In summary, the Chi–Ser material was synthesized by ultrasonic functionalization of chitosan with the amino acid serine, aiming to enhance the adsorption recovery of Pt(IV) from aqueous solutions. Adsorption is emerging as a promising technology for platinum recovery, offering a more selective and efficient alternative to conventional methods. However, ongoing research continues to focus on optimizing the adsorption process and developing new adsorbents.

SEM, EDX, and FT-IR analyses confirmed the successful functionalization of chitosan with serine, revealing significant changes in the surface properties of the material. These changes play a crucial role in enhancing the material’s performance during the adsorption of Pt(IV) ions.

The adsorption performance is primarily influenced by the preparation method of the adsorbent and experimental conditions, including adsorbent dosages, temperature, contact time, pH, and metal concentration. Notably, ultrasound-assisted activation offers a time- and energy-efficient approach for preparing adsorbents with the potential for large-scale applications.

By examining the effect of initial concentration on the adsorption process, optimal conditions for efficient Pt(IV) ion removal were identified. Understanding the concentration–adsorption relationship is vital for designing and sizing wastewater treatment systems dealing with heavy metal ions.

The initial concentration of Pt(IV) ions significantly affects the adsorption process, and comprehending this relationship enables the optimization of wastewater treatment methods and the development of more efficient adsorbent materials.

The adsorption recovery process in the static regime was best described by the Sips isotherm, while the Clark model provided the best fit for the dynamic regime.

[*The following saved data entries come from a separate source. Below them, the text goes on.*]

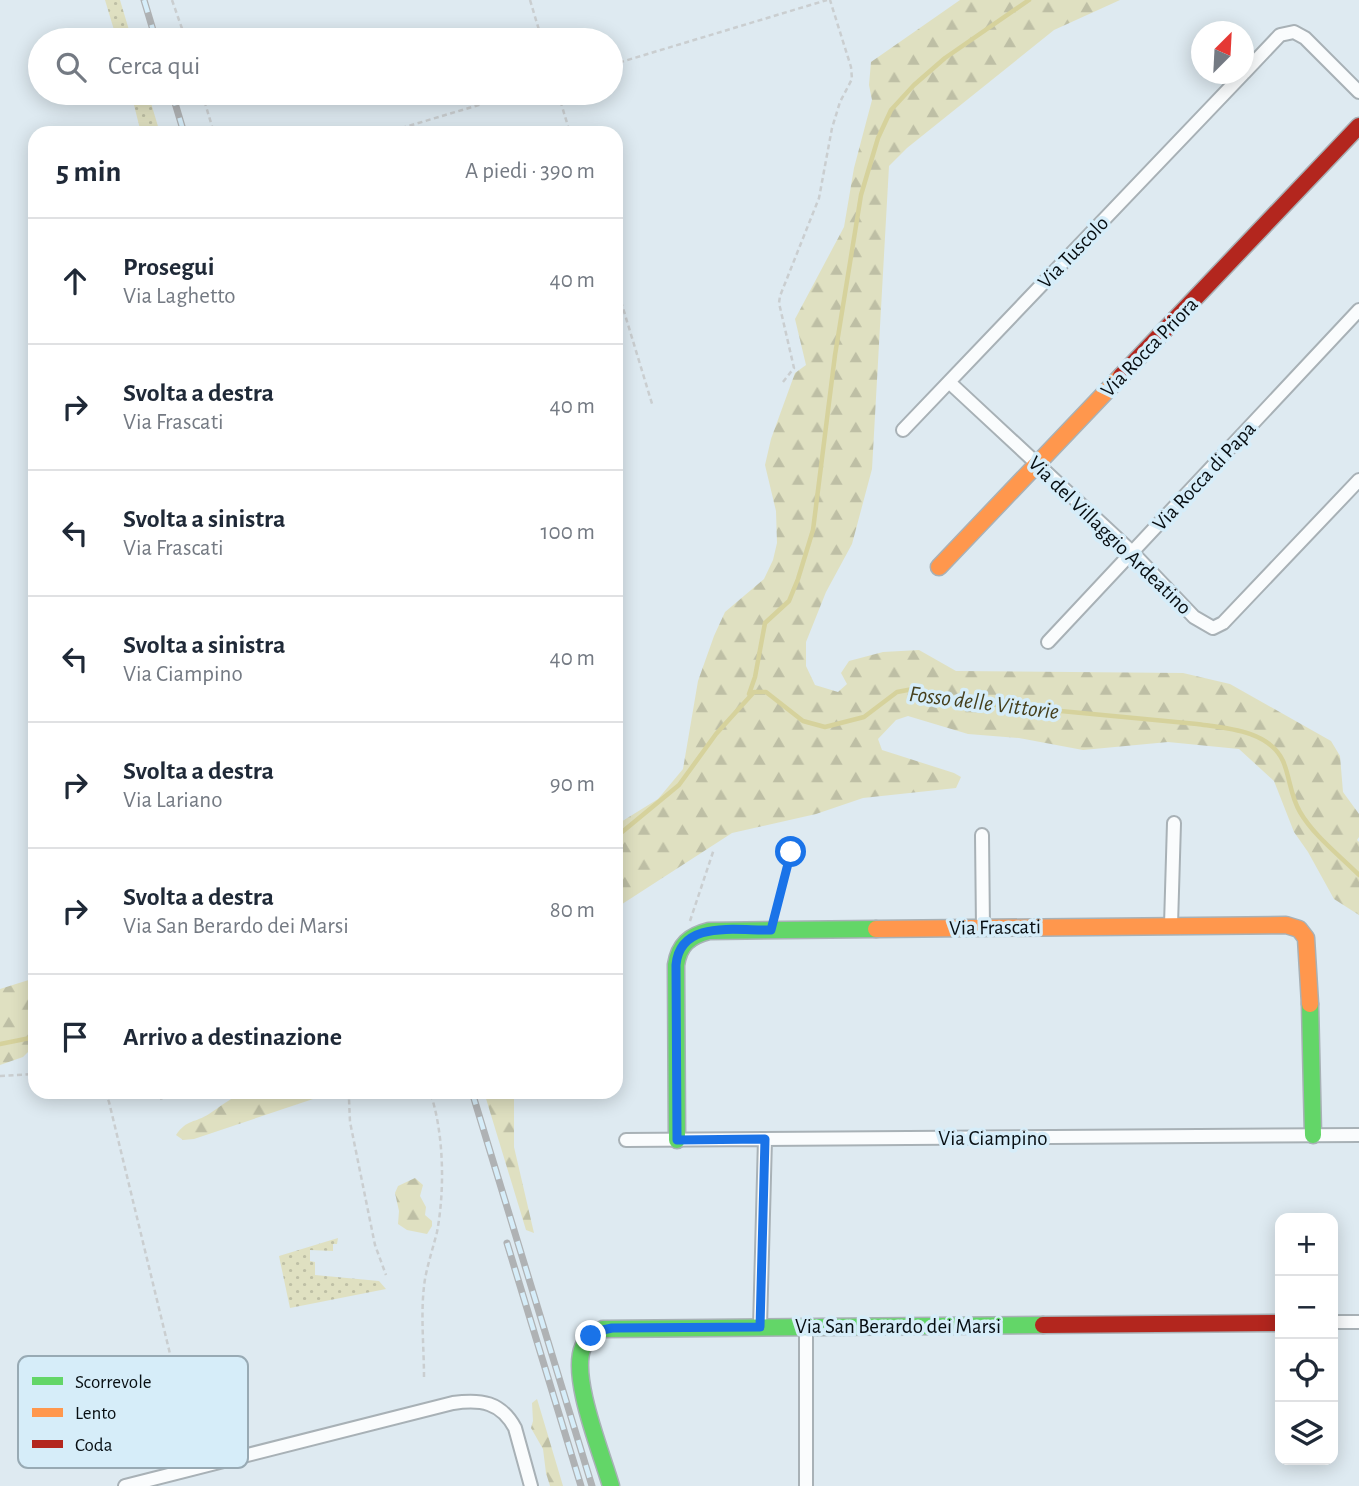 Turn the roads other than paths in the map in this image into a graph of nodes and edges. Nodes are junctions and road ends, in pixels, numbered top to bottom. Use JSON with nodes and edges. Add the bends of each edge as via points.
{"nodes":[{"id":1,"x":1254,"y":62,"type":"edge"},
{"id":2,"x":1232,"y":84,"type":"edge"},
{"id":3,"x":1359,"y":92,"type":"edge"},
{"id":4,"x":1359,"y":126,"type":"edge"},
{"id":5,"x":1359,"y":310,"type":"edge"},
{"id":6,"x":948,"y":382,"type":"junction"},
{"id":7,"x":903,"y":430,"type":"dead end"},
{"id":8,"x":1037,"y":464,"type":"junction"},
{"id":9,"x":1359,"y":480,"type":"edge"},
{"id":10,"x":1132,"y":552,"type":"junction"},
{"id":11,"x":939,"y":567,"type":"dead end"},
{"id":12,"x":1048,"y":642,"type":"dead end"},
{"id":13,"x":1174,"y":823,"type":"dead end"},
{"id":14,"x":982,"y":835,"type":"dead end"},
{"id":15,"x":1171,"y":925,"type":"junction"},
{"id":16,"x":983,"y":928,"type":"junction"},
{"id":17,"x":1313,"y":1135,"type":"junction"},
{"id":18,"x":1359,"y":1135,"type":"edge"},
{"id":19,"x":765,"y":1139,"type":"junction"},
{"id":20,"x":626,"y":1140,"type":"dead end"},
{"id":21,"x":677,"y":1140,"type":"junction"},
{"id":22,"x":1338,"y":1322,"type":"edge"},
{"id":23,"x":1359,"y":1322,"type":"edge"},
{"id":24,"x":1275,"y":1323,"type":"edge"},
{"id":25,"x":806,"y":1326,"type":"junction"},
{"id":26,"x":760,"y":1327,"type":"junction"},
{"id":27,"x":248,"y":1454,"type":"edge"},
{"id":28,"x":194,"y":1468,"type":"edge"},
{"id":29,"x":125,"y":1486,"type":"edge"},
{"id":30,"x":531,"y":1486,"type":"edge"},
{"id":31,"x":611,"y":1486,"type":"edge"},
{"id":32,"x":806,"y":1486,"type":"edge"}],
"edges":[{"from":1,"to":3,"type":"street","name":"Via Tuscolo","via":[[1280,35],[1294,32],[1306,38]]},
{"from":2,"to":6,"type":"street","name":"Via Tuscolo"},
{"from":4,"to":8,"type":"street","name":"Via Rocca Priora"},
{"from":5,"to":10,"type":"street","name":"Via Rocca di Papa"},
{"from":6,"to":7,"type":"street","name":"Via Tuscolo"},
{"from":6,"to":8,"type":"street","name":"Via del Villaggio Ardeatino"},
{"from":8,"to":10,"type":"street","name":"Via del Villaggio Ardeatino"},
{"from":8,"to":11,"type":"street","name":"Via Rocca Priora"},
{"from":9,"to":10,"type":"street","name":"Via del Villaggio Ardeatino","via":[[1218,627],[1206,626],[1194,617]]},
{"from":10,"to":12,"type":"street","name":"Via Rocca di Papa"},
{"from":13,"to":15,"type":"street"},
{"from":14,"to":16,"type":"street"},
{"from":15,"to":16,"type":"street","name":"Via Frascati"},
{"from":15,"to":17,"type":"street","name":"Via Frascati","via":[[1286,925],[1305,934]]},
{"from":16,"to":21,"type":"street","name":"Via Frascati","via":[[709,931],[692,935],[684,941],[676,965]]},
{"from":17,"to":18,"type":"street","name":"Via Ciampino"},
{"from":17,"to":19,"type":"street","name":"Via Ciampino"},
{"from":19,"to":21,"type":"street","name":"Via Ciampino"},
{"from":19,"to":26,"type":"street"},
{"from":20,"to":21,"type":"street","name":"Via Ciampino"},
{"from":22,"to":23,"type":"street"},
{"from":24,"to":25,"type":"street","name":"Via San Berardo dei Marsi"},
{"from":25,"to":26,"type":"street","name":"Via San Berardo dei Marsi"},
{"from":25,"to":32,"type":"street"},
{"from":26,"to":31,"type":"street","name":"Via San Berardo dei Marsi","via":[[612,1328],[591,1336],[581,1356],[581,1382]]},
{"from":27,"to":30,"type":"street","via":[[475,1400],[494,1405],[510,1420]]},
{"from":28,"to":29,"type":"street"}]} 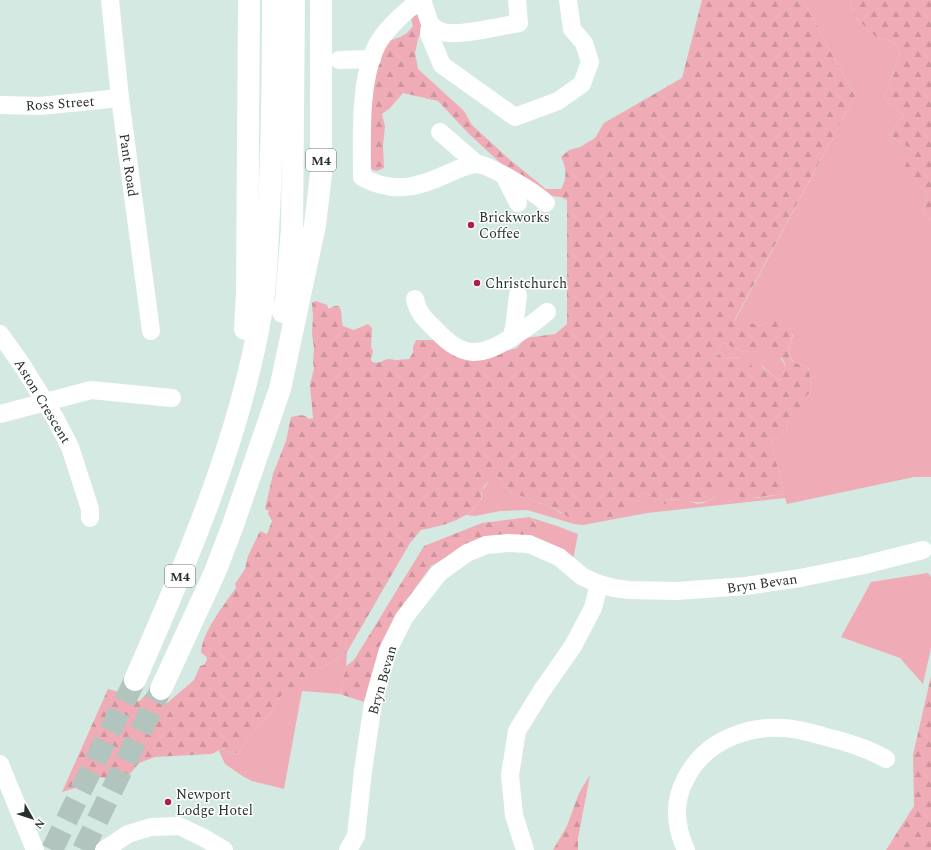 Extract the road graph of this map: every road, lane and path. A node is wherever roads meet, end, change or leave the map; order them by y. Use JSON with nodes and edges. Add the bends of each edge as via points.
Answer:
{"nodes":[{"id":1,"x":110,"y":0,"type":"edge"},
{"id":2,"x":248,"y":0,"type":"edge"},
{"id":3,"x":273,"y":0,"type":"edge"},
{"id":4,"x":294,"y":0,"type":"edge"},
{"id":5,"x":321,"y":0,"type":"edge"},
{"id":6,"x":422,"y":0,"type":"edge"},
{"id":7,"x":517,"y":0,"type":"edge"},
{"id":8,"x":568,"y":0,"type":"edge"},
{"id":9,"x":430,"y":24,"type":"junction"},
{"id":10,"x":372,"y":59,"type":"junction"},
{"id":11,"x":339,"y":60,"type":"dead end"},
{"id":12,"x":120,"y":98,"type":"junction"},
{"id":13,"x":0,"y":105,"type":"edge"},
{"id":14,"x":440,"y":132,"type":"dead end"},
{"id":15,"x":477,"y":164,"type":"junction"},
{"id":16,"x":504,"y":176,"type":"junction"},
{"id":17,"x":518,"y":203,"type":"dead end"},
{"id":18,"x":546,"y":203,"type":"dead end"},
{"id":19,"x":518,"y":295,"type":"dead end"},
{"id":20,"x":415,"y":299,"type":"dead end"},
{"id":21,"x":254,"y":312,"type":"junction"},
{"id":22,"x":547,"y":312,"type":"dead end"},
{"id":23,"x":289,"y":316,"type":"junction"},
{"id":24,"x":151,"y":331,"type":"dead end"},
{"id":25,"x":0,"y":334,"type":"edge"},
{"id":26,"x":512,"y":338,"type":"junction"},
{"id":27,"x":172,"y":398,"type":"dead end"},
{"id":28,"x":44,"y":402,"type":"junction"},
{"id":29,"x":0,"y":414,"type":"edge"},
{"id":30,"x":90,"y":518,"type":"dead end"},
{"id":31,"x":923,"y":550,"type":"dead end"},
{"id":32,"x":599,"y":584,"type":"junction"},
{"id":33,"x":136,"y":680,"type":"tunnel mouth"},
{"id":34,"x":161,"y":689,"type":"tunnel mouth"},
{"id":35,"x":886,"y":758,"type":"dead end"},
{"id":36,"x":0,"y":764,"type":"edge"},
{"id":37,"x":354,"y":845,"type":"edge"},
{"id":38,"x":35,"y":850,"type":"edge"},
{"id":39,"x":104,"y":850,"type":"edge"},
{"id":40,"x":224,"y":850,"type":"edge"},
{"id":41,"x":525,"y":850,"type":"edge"},
{"id":42,"x":686,"y":850,"type":"edge"}],
"edges":[{"from":1,"to":12,"type":"street","name":"Pant Road"},
{"from":2,"to":21,"type":"highway","number":"M4","via":[[248,292]]},
{"from":3,"to":21,"type":"highway","number":"M4","via":[[271,162],[266,261]]},
{"from":4,"to":23,"type":"highway","number":"M4","via":[[292,229],[286,301]]},
{"from":5,"to":23,"type":"highway","number":"M4","via":[[321,174],[315,225]]},
{"from":6,"to":9,"type":"street"},
{"from":6,"to":10,"type":"street","via":[[411,7],[389,29],[375,48]]},
{"from":7,"to":9,"type":"street","via":[[519,23],[452,33],[440,32]]},
{"from":8,"to":9,"type":"street","via":[[572,29],[584,43],[590,62],[582,84],[558,102],[514,117],[442,65],[429,34]]},
{"from":10,"to":11,"type":"street"},
{"from":10,"to":15,"type":"street","via":[[363,102],[362,177],[382,186],[411,187]]},
{"from":12,"to":13,"type":"street","name":"Ross Street","via":[[40,106]]},
{"from":12,"to":24,"type":"street","name":"Pant Road"},
{"from":14,"to":15,"type":"street"},
{"from":15,"to":16,"type":"street"},
{"from":16,"to":17,"type":"street"},
{"from":16,"to":18,"type":"street"},
{"from":19,"to":26,"type":"street"},
{"from":20,"to":26,"type":"street","via":[[420,314],[446,341],[459,350],[488,351]]},
{"from":21,"to":33,"type":"highway","number":"M4","via":[[243,396],[220,470],[188,558]]},
{"from":22,"to":26,"type":"street"},
{"from":23,"to":34,"type":"highway","number":"M4","via":[[248,483],[215,572]]},
{"from":25,"to":28,"type":"street","name":"Aston Crescent"},
{"from":27,"to":28,"type":"street","via":[[91,390]]},
{"from":28,"to":29,"type":"street"},
{"from":28,"to":30,"type":"street","name":"Aston Crescent","via":[[70,448],[90,509]]},
{"from":31,"to":32,"type":"street","name":"Bryn Bevan","via":[[864,565],[746,586],[677,591],[629,590]]},
{"from":32,"to":37,"type":"street","name":"Bryn Bevan","via":[[583,577],[559,557],[529,544],[486,545],[467,553],[439,573],[404,618],[388,650],[374,703],[362,771]]},
{"from":32,"to":41,"type":"street","via":[[593,608],[573,646],[517,731],[510,775],[514,815]]},
{"from":35,"to":42,"type":"street","via":[[841,740],[799,730],[754,729],[729,737],[707,751],[690,769],[679,791],[676,815],[680,837]]},
{"from":36,"to":38,"type":"street"},
{"from":39,"to":40,"type":"street","via":[[128,834],[151,827],[178,826]]}]} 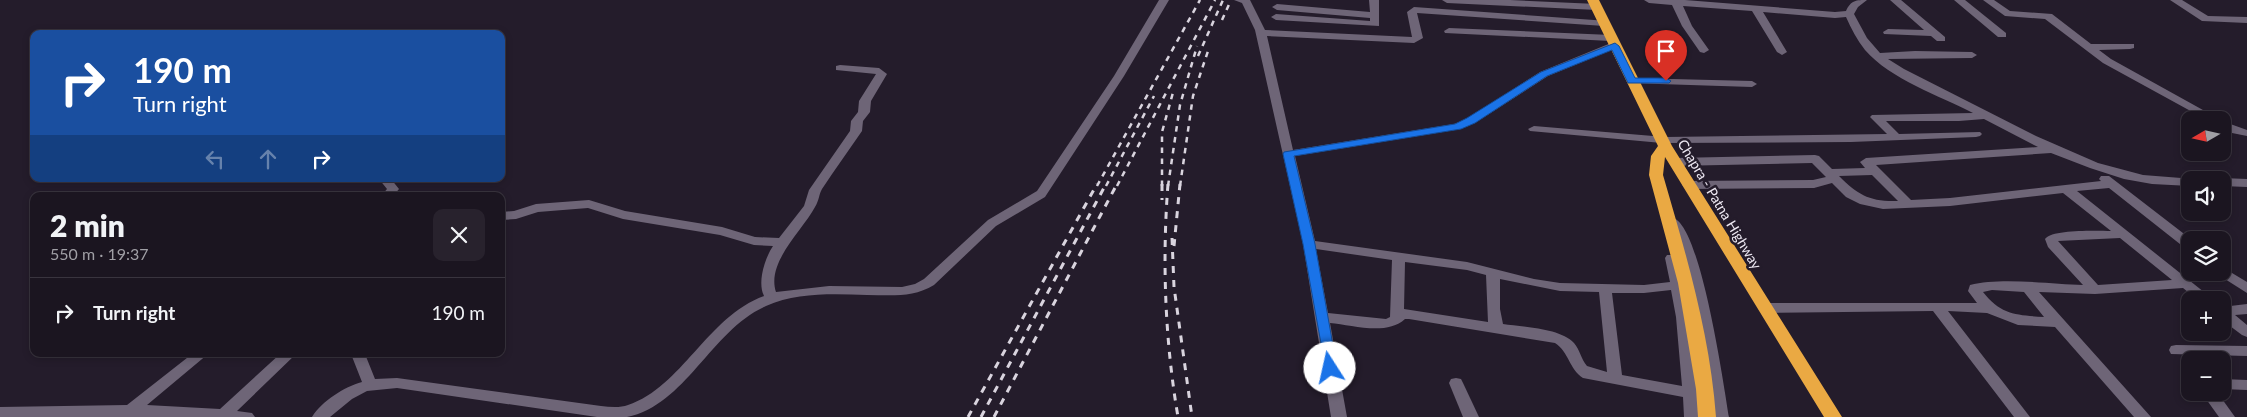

Optimization of the static adsorption process using the Taguchi method revealed that pH has the greatest influence on the process, while the S-L ratio has the least impact.

Reusability studies indicated that after three adsorption–desorption cycles, the Chi–Ser material reaches a point of exhaustion, highlighting its limited lifespan for repeated use.